> Exercise materials:
---+---
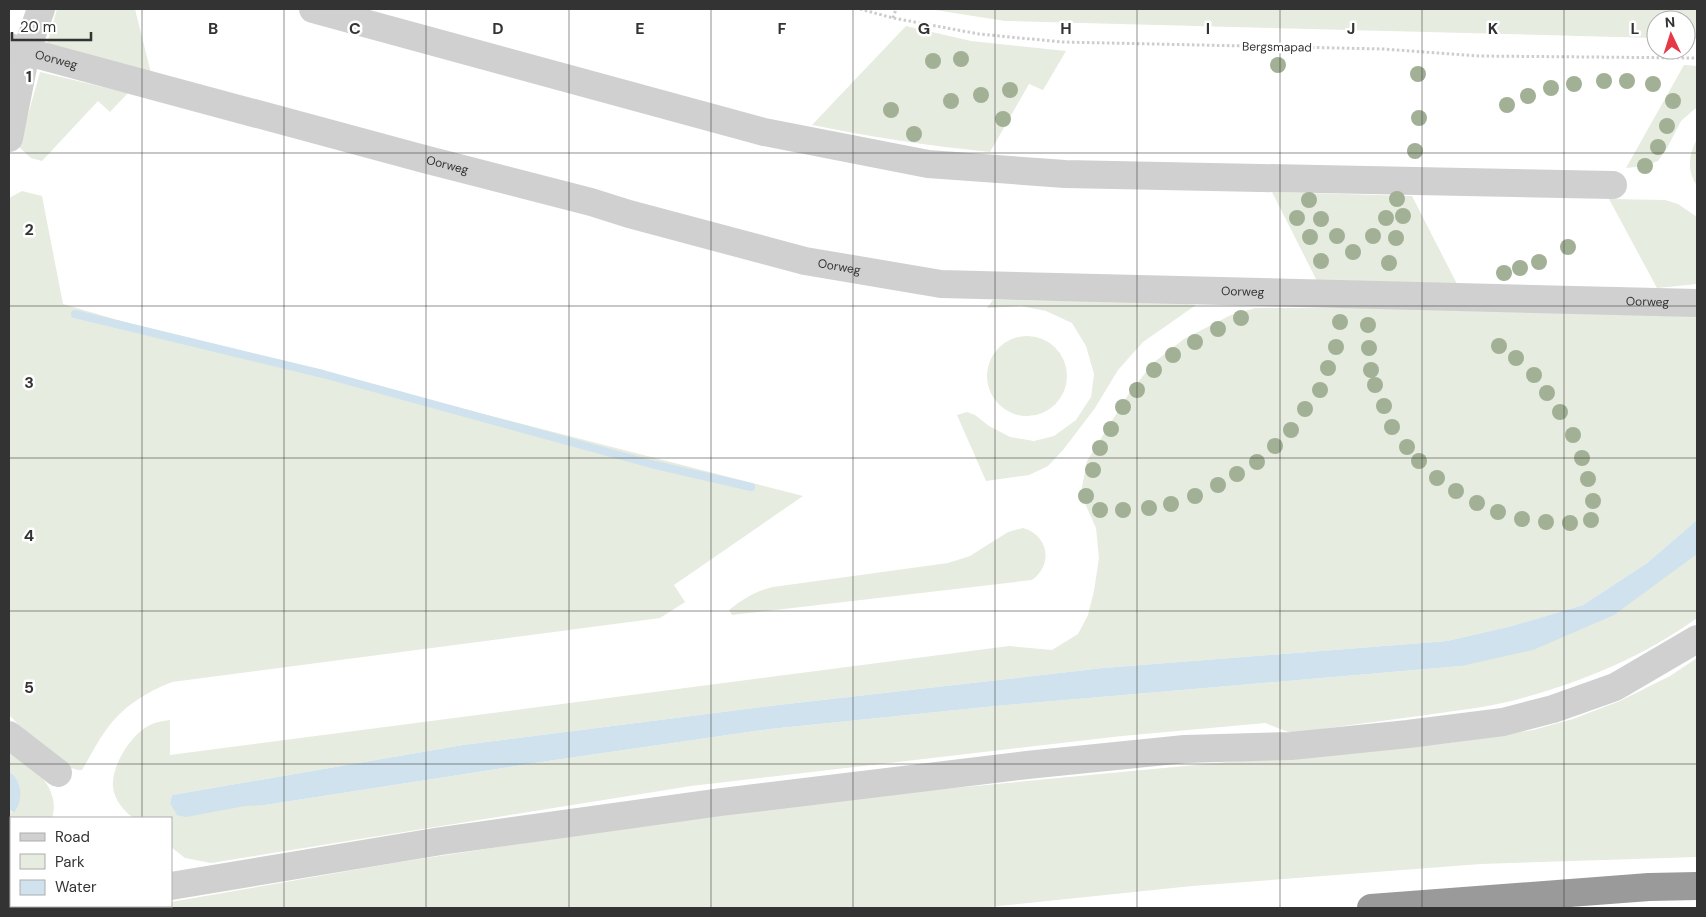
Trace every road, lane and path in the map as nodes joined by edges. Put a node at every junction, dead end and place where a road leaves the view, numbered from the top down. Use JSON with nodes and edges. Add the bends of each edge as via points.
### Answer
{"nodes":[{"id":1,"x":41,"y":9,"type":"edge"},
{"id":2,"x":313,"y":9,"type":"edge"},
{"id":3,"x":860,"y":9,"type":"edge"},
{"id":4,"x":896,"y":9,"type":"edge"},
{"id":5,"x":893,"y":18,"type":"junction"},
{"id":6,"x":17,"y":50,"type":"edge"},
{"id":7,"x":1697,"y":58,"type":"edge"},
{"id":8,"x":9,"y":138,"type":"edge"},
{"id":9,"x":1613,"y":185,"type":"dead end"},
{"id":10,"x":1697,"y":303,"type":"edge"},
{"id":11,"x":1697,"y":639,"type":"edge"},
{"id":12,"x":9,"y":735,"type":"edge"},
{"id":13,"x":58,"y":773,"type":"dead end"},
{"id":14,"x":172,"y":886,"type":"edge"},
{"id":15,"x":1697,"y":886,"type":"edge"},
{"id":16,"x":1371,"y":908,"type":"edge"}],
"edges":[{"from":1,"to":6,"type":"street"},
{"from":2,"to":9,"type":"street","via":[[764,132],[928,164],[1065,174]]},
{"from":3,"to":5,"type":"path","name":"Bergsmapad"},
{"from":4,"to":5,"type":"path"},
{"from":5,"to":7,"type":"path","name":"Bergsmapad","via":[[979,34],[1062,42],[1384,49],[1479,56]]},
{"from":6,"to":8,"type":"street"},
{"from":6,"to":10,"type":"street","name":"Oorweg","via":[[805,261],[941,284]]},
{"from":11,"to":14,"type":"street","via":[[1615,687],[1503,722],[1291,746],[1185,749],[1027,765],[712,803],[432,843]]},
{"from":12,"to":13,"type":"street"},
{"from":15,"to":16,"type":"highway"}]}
---+---
> Work item: With the pictures dropped, give every entry above again exactly.

> Exercise output:
Trace every road, lane and path in the map as nodes joined by edges. Put a node at every junction, dead end and place where a road leaves the view, numbered from the top down. Use JSON with nodes and edges. Add the bends of each edge as via points.
### Answer
{"nodes":[{"id":1,"x":41,"y":9,"type":"edge"},
{"id":2,"x":313,"y":9,"type":"edge"},
{"id":3,"x":860,"y":9,"type":"edge"},
{"id":4,"x":896,"y":9,"type":"edge"},
{"id":5,"x":893,"y":18,"type":"junction"},
{"id":6,"x":17,"y":50,"type":"edge"},
{"id":7,"x":1697,"y":58,"type":"edge"},
{"id":8,"x":9,"y":138,"type":"edge"},
{"id":9,"x":1613,"y":185,"type":"dead end"},
{"id":10,"x":1697,"y":303,"type":"edge"},
{"id":11,"x":1697,"y":639,"type":"edge"},
{"id":12,"x":9,"y":735,"type":"edge"},
{"id":13,"x":58,"y":773,"type":"dead end"},
{"id":14,"x":172,"y":886,"type":"edge"},
{"id":15,"x":1697,"y":886,"type":"edge"},
{"id":16,"x":1371,"y":908,"type":"edge"}],
"edges":[{"from":1,"to":6,"type":"street"},
{"from":2,"to":9,"type":"street","via":[[764,132],[928,164],[1065,174]]},
{"from":3,"to":5,"type":"path","name":"Bergsmapad"},
{"from":4,"to":5,"type":"path"},
{"from":5,"to":7,"type":"path","name":"Bergsmapad","via":[[979,34],[1062,42],[1384,49],[1479,56]]},
{"from":6,"to":8,"type":"street"},
{"from":6,"to":10,"type":"street","name":"Oorweg","via":[[805,261],[941,284]]},
{"from":11,"to":14,"type":"street","via":[[1615,687],[1503,722],[1291,746],[1185,749],[1027,765],[712,803],[432,843]]},
{"from":12,"to":13,"type":"street"},
{"from":15,"to":16,"type":"highway"}]}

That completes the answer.